There have been rumblings about the retirement of world record-holder Usain Bolt. Except for his false start in the 100m finals at the 2011 Daegu World Championship, Bolt, the 6’5” Jamaican, has captured every global sprint titles (100m and 200m) since the 2008 Beijing Olympics. Bolt currently holds the world record in both the 100m (9.58) and 200m (19.19) and has set the bar so high that he has already cemented his legacy as the best sprinter ever. Bolt, who is approaching the age of 30, has discussed possibly retiring after the 2017 London World Championship. The question now becomes: Who will replace Bolt as Jamaica’s top sprinter when he retires? The likely candidates are Yohan “The Beast” Blake, Warren Weir, Kemar Bailey Cole, Asafa Powell and as well as Julian Forte and Rasheed Dwyer.
Yohan “The Beast” Blake
A few years ago, prior to his injury, Yohan was heralded as the heir-apparent to Usain Bolt. The 26 year-old St Jago High School graduate has an individual global title in the 2011 Daegu 100m and has always played bridesmaid to Bolt at major competitions. Blake has a personal best times 9.78 (100m) and 19.26 (200m) and is coming off an injury-plagued 2015 season in which he failed to find his form in time which thus prevented him from making the Jamaican World Championship team. Blake is a hard worker and is hungry for more success. If Blake can return to his pre-injury form, then he should be a lock to replace Bolt as Jamaica’s top sprinter.
Twenty-six year-old Warren Weir should also be in the discussion. Weir is trained by Glen Mills at Racers Track Club, and is training partners with Bolt and Blake. With a personal best of 19.69 seconds in the 200m which he set back in 2013, Weir has become somewhat of a 200m specialist and is a consistent sub-20 seconds performer. He, along with Blake, is perhaps the best 200m male-runner that Jamaica has to offer at the moment. Despite his exploits in the 200m, Weir has not joined the sub-10 seconds club in the 100m, establishing a personal best time of 10.02 seconds in the distance in Kingston in June 2013. Injury has hampered Weir’s 2015 season and he could only manage a season best of 20.24 seconds at the Beijing World Championship, thus failing to make the 200m Finals. 2016 could see Weir improving on both his 100m and 200m lifetime bests, which would put him in contention to be considered as a replacement for Usain Bolt.
Kemar Bailey-Cole, who also trains at Racer Track Club under the guidance of Glen Mills, has the potential to rise to the occasion. At only 23 years old, Bailey-Cole stock is on the rise since he joined the sub-10 seconds back in 2012 when he ran 9.97 seconds in Bruxelles (Brussels). After running his personal best of 9.92 seconds in London in July 2015, Bailey-Cole was unable to perform at his best later, failing to compete at the 2015 Beijing World Championship. Bailey-Cole, the 2014 Commonwealth Games 100m champion, is poised to do great things in the future. With a personal best time of 20.66 seconds in the 200m, Bailey-Cole may need to do more 200m work (strength) so as to improve on finishing strong in the 100m. At age 23, Bailey-Cole should be in discussion to replace Bolt as Jamaica’s to sprinter. However, his continuous improvement is paramount if he is to succeed.

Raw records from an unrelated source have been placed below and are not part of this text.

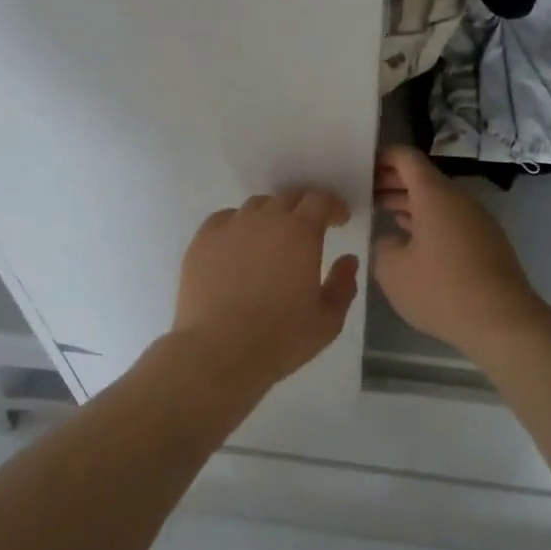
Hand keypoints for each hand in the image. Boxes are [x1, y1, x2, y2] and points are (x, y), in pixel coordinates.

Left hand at [171, 188, 360, 392]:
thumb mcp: (328, 320)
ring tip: (271, 240)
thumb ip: (344, 284)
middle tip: (309, 229)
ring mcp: (230, 226)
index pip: (320, 200)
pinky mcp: (202, 240)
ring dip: (271, 216)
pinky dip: (238, 226)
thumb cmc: (280, 338)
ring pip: (256, 207)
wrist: (218, 352)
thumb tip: (348, 260)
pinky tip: (238, 247)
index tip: (339, 220)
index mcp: (300, 232)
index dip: (333, 206)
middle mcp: (265, 218)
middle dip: (304, 209)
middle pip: (289, 198)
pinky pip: (225, 219)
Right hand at [372, 146, 545, 356]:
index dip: (382, 157)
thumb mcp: (393, 270)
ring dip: (409, 204)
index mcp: (434, 194)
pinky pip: (451, 221)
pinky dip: (427, 223)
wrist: (503, 322)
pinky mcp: (487, 243)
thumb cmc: (442, 289)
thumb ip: (382, 246)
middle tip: (363, 192)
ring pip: (437, 202)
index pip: (406, 158)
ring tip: (382, 215)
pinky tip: (412, 244)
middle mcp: (459, 199)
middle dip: (392, 182)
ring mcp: (477, 221)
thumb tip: (391, 240)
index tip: (360, 165)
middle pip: (422, 178)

Before there was Usain Bolt, there was Asafa Powell. Powell, who dominated the sprinting world before the emergence of Bolt in 2008, has experienced a renaissance of sorts in 2015. 2015 saw Powell, “the sub-10 King”, rejuvenated. In 2014, Powell left MVP Track Club and coach Stephen Francis to be coached by his brother and former Jamaican Olympian Donovan Powell. Despite running sub-10 seconds in the 100m over 100 times in his career, Powell has failed to win individual gold medal at the Olympics and World Championship.
At age 33, it would appear that Powell is approaching the twilight of his career. However, Powell has been performing well of late. An individual medal in the 100m at the 2016 Rio Olympics in Brazil could possible put Powell in good standing to replace Bolt as Jamaica’s top sprinter. However, this is dependent on Powell staying health and overcoming his mental barriers which in the past have prevented him from realizing his full potential in major competition.

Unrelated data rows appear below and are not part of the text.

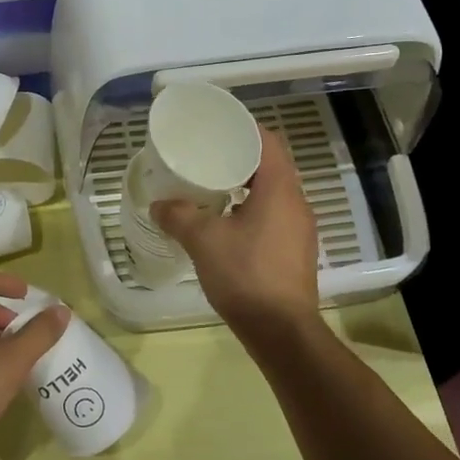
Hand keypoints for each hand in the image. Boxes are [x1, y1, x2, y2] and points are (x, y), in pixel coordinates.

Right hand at [152, 126, 318, 335]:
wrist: (281, 331)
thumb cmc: (245, 275)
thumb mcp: (203, 240)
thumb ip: (178, 216)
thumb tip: (159, 205)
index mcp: (280, 189)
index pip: (268, 142)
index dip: (244, 129)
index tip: (218, 128)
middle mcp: (297, 203)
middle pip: (271, 166)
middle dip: (240, 157)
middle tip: (208, 156)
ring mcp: (300, 229)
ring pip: (273, 193)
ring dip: (246, 186)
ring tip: (213, 187)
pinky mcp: (296, 251)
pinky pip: (274, 216)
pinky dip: (252, 210)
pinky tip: (226, 224)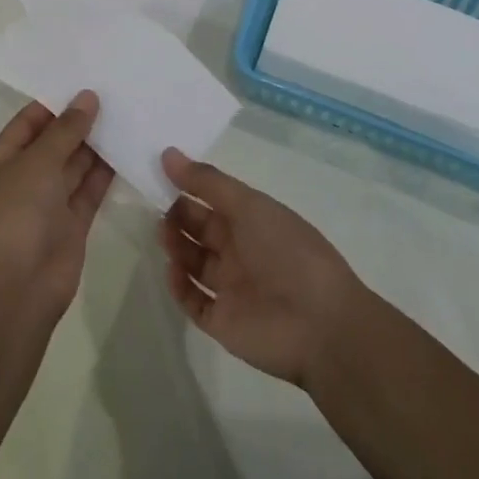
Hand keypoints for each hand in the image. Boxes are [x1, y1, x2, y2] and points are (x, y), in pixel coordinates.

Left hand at [0, 91, 113, 318]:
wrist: (20, 288)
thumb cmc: (17, 215)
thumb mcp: (38, 163)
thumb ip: (65, 130)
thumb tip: (87, 97)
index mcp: (3, 161)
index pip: (28, 122)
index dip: (54, 102)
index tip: (84, 82)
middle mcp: (26, 178)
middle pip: (55, 142)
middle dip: (80, 121)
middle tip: (114, 93)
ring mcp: (50, 202)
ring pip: (76, 164)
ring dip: (96, 144)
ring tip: (126, 114)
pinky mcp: (73, 222)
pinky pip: (91, 189)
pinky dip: (107, 172)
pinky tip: (128, 149)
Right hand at [157, 148, 369, 388]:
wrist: (320, 325)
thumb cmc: (287, 252)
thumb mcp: (249, 205)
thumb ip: (207, 181)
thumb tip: (168, 153)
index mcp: (253, 221)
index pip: (213, 199)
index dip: (188, 187)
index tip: (159, 174)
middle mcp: (241, 251)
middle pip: (200, 230)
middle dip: (178, 217)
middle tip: (157, 209)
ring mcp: (231, 288)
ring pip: (193, 263)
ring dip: (176, 247)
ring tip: (164, 236)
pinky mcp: (222, 322)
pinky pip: (193, 301)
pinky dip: (179, 287)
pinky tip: (172, 271)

Other contenders are Julian Forte and Rasheed Dwyer. Forte and Dwyer are equally talented and have great potential to rise to the occasion, but are unlikely to replace Bolt. Jamaica is known as the sprint factory for a reason and there are numerous junior athletes, who could rise to the occasion. The 2016 Boys and Girls Championship (“Champs”) should also provide us with a preview of Bolt’s long-term replacement as Jamaica’s top sprinter.
As it stands at the end of 2015, Yohan “The Beast” Blake can be considered the best bet to replace Bolt as Jamaica’s top sprinter. The Beast is the closest thing to Bolt with his exploits and versatility to compete at a very high level in both the 100m and 200m.